Hearing looks into Corps of Engineers' role in WOTUS release

WASHINGTON, Sept. 30, 2015 – Republican senators used a congressional hearing Wednesday to press an Army representative for an explanation on why the Corps of Engineers opted to support the Environmental Protection Agency’s Waters of the U.S. (WOTUS) rule despite opposition in some internal memos.

GOP members of the Subcommittee on Fisheries, Water, and Wildlife peppered Assistant Secretary of the Army for Civil Works Jo-Ellen Darcy with questions about the Army’s role in the rule while their Democratic counterparts questioned why the hearing was happening in the first place. WOTUS, or the Clean Water Rule as it’s called by EPA, went into effect in 37 of the 50 states at the end of August; a federal judge in North Dakota granted an injunction against its implementation in the remaining 13 states.

At the heart of the issue were memos released in July by the House Oversight and Government Reform Committee. In one memo, Maj. Gen. John Peabody told Darcy in April that the draft WOTUS rule “contradicts long-standing and well-established legal principles” relating to Clean Water Act enforcement. He later suggested that the Corps’ name and logo should not appear on the final rule.

In his questioning, subcommittee Chairman Dan Sullivan, R-Alaska. asked Darcy if she was under pressure from the EPA to approve the rule despite some internal opposition, but she said the memos represent a “snapshot in time.” Sullivan disagreed, saying the memos were sent “at the end of years and months of working on this rule,” and that some of Darcy’s superiors were saying they couldn’t support enforcement actions authorized by the WOTUS rule.

After Darcy testified that the Corps had provided information used in a technical analysis, but did not perform the analysis, Sullivan cautioned:

“Your senior people – who are probably closer to this than you are – are saying (the Corps) had nothing do with it. So be careful when you’re telling the Congress of the United States that (it) did,”

Darcy added that the memos don’t necessarily reflect the official opinion of the Corps, adding that some people within the unit “had some differing opinions on some of the final decisions that needed to be made in order to finalize this rule.

“I am proud of the Army’s role in developing the rule,” she said in her opening statement. “We stand shoulder to shoulder with our colleagues at EPA in support of the merits of the final rule and the process used to develop it.”

For the most part, Democrats on the panel didn’t use their time to press Darcy for answers on issues related to WOTUS, but rather to express their confusion about the nature and intentions of the hearing.

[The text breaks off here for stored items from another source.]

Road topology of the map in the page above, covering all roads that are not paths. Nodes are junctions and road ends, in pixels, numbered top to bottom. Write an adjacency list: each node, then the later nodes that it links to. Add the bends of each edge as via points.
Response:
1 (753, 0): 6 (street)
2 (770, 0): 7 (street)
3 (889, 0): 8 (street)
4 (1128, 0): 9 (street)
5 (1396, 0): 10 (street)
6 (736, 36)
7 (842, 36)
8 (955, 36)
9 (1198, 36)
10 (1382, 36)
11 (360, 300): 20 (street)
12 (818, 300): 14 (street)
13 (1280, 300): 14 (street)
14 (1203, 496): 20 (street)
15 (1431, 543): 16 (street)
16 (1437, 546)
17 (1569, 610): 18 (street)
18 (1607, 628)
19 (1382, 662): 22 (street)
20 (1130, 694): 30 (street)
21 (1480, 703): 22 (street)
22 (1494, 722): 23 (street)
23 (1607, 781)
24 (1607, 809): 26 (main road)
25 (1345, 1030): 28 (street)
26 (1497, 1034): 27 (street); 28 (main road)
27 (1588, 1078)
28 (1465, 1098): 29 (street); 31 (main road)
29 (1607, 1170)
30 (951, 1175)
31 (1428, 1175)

“It would be one thing if we were talking about the merits of the rule. We could argue the specifics, but it seems to me what we’re arguing about here makes little sense,” Maryland Democrat Ben Cardin said.

The rule redefines the waters of the U.S. that can be regulated under the Clean Water Act. Most of the agricultural community and many Republicans say the rule represents a vast and unwarranted expansion of federal power over private lands.